Daves2017 wrote on May 9
th, 2025 at 9:29pm:
I hope not and obviously a week is a long time in politics let alone three years!
We have to understand that the Lnp wasn’t beaten.
It was smashed too pieces and the only way that we can rebuild is basically throwing away everything and rewriting everything.
We are off to a great start!
I personally think the time for the coalition is passed and the liberals need to cut the curse of the National party out.
The Liberal Party has only once in their history managed to scrape together enough seats to govern without relying on the Nationals, and even then, it was a wafer-thin majority of 75, precisely the number required, leaving them with no breathing room whatsoever, and that was under Howard.

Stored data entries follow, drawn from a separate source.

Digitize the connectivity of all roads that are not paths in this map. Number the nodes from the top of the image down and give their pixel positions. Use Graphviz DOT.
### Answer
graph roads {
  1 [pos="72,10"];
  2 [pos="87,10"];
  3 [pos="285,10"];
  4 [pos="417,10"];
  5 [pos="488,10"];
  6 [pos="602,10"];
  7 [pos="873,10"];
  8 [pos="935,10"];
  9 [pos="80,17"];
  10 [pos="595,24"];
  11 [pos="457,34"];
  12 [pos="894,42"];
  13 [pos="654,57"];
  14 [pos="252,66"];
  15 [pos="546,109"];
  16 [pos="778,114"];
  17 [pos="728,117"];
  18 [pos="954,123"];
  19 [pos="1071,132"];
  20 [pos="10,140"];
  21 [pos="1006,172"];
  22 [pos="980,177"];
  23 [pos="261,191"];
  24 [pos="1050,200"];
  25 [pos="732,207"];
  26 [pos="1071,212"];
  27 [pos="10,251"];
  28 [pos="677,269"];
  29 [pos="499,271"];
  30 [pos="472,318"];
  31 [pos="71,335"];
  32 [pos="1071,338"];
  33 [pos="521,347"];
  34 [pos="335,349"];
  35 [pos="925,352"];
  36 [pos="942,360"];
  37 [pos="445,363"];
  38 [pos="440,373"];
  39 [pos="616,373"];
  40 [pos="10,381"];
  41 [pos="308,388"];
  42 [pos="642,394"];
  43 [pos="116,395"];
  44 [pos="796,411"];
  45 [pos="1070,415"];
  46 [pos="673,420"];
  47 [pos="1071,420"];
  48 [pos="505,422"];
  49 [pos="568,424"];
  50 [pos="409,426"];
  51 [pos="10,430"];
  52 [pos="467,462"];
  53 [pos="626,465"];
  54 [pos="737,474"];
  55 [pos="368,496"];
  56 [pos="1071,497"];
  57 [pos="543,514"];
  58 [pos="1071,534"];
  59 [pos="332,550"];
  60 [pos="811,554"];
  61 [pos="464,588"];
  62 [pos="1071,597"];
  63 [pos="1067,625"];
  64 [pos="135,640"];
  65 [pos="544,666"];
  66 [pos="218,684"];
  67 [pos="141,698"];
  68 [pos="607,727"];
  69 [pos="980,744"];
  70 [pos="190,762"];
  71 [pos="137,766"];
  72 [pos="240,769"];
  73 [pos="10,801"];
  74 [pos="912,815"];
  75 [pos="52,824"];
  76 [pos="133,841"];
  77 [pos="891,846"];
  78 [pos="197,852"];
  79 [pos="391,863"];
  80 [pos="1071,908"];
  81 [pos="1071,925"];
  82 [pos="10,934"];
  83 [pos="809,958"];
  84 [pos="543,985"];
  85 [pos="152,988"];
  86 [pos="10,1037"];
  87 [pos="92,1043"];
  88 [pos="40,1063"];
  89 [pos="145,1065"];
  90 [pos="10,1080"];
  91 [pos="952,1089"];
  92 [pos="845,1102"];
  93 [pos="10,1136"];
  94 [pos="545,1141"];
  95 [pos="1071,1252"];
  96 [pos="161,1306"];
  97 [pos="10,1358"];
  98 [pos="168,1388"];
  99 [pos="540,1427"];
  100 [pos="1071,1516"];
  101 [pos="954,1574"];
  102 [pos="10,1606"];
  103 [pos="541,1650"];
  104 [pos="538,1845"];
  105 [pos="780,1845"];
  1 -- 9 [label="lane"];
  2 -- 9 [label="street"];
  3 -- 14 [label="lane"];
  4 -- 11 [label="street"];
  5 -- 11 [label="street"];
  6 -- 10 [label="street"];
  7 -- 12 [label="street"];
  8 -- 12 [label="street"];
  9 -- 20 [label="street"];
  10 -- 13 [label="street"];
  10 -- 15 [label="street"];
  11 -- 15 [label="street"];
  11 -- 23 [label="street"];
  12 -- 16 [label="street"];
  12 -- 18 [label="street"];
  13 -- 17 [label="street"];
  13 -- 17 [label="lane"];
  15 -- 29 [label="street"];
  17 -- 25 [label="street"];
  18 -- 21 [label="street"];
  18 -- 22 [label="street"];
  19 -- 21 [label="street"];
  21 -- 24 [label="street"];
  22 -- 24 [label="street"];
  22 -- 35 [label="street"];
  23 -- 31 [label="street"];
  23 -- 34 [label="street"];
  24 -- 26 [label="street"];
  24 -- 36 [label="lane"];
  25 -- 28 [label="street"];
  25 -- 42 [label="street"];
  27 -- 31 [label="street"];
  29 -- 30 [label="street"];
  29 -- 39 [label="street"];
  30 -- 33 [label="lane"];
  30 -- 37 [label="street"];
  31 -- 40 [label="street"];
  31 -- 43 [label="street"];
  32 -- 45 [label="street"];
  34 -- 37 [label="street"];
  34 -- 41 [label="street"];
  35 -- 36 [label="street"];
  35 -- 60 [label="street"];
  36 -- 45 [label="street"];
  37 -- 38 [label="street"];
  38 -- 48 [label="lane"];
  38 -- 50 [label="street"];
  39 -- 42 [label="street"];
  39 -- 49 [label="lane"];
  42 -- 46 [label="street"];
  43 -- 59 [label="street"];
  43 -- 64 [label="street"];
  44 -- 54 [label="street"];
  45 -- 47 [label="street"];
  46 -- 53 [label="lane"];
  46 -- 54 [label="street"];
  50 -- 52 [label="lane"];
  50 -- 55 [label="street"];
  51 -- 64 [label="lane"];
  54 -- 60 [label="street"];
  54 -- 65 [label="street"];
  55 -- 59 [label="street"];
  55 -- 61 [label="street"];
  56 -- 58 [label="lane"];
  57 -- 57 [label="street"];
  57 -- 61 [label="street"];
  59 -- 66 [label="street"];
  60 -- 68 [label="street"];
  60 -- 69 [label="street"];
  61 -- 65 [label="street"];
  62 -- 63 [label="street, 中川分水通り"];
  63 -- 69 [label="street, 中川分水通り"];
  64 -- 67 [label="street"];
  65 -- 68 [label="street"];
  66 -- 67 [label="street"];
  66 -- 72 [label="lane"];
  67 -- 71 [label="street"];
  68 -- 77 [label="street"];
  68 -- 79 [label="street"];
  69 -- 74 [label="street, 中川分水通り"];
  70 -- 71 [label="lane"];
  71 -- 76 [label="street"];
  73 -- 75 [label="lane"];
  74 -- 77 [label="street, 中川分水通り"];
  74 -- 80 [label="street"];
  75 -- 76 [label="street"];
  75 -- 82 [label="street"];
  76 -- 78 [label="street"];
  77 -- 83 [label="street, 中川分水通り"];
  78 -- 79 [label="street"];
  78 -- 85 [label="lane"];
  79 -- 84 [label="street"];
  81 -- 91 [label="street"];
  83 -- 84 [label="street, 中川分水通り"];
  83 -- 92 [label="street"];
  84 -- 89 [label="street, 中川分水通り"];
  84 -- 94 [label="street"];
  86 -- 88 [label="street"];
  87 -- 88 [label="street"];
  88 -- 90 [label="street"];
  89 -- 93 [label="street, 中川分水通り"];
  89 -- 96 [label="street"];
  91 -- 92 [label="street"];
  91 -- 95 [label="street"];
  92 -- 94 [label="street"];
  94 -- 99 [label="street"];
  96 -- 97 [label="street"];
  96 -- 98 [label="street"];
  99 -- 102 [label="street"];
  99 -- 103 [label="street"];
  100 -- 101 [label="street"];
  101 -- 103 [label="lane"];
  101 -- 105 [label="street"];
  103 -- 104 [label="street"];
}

Unsurprisingly, they maintained the Coalition, not just for strategic coherence but also for critical Senate support.
Since that high-water mark, the Liberals have been in steady decline, lurching ever further to the right and alienating the urban, educated constituencies they once counted on. They're bleeding relevance in precisely the electorates they need to win, and their ideological drift is costing them.
They can't afford to jettison the Nationals, not least because the Nationals generally refrain from running candidates in the Liberals’ urbane heartlands. The arrangement isn’t just a marriage of convenience anymore, it’s a survival pact, at least for the Libs.
Anyone calling for a split between the Liberals and Nationals is effectively calling for the Liberals to consign themselves to the fringes. They’d become a sectional, angry rump, loud, reactive, but electorally impotent.
Because let’s be honest: the world is watching the economic wreckage left by far-right governments clinging to trickle-down dogma and corporate mateship. It’s not working. The wealth of a few is being extracted at the expense of the many, and the many are starting to fight back.
If you’re still backing the few, still lining up behind the people selling out your future, then it’s not just ignorance anymore. It’s wilful self-deception.
And I, for one, am proud that Australians, at least for now, have had the clarity to reject that model of politics.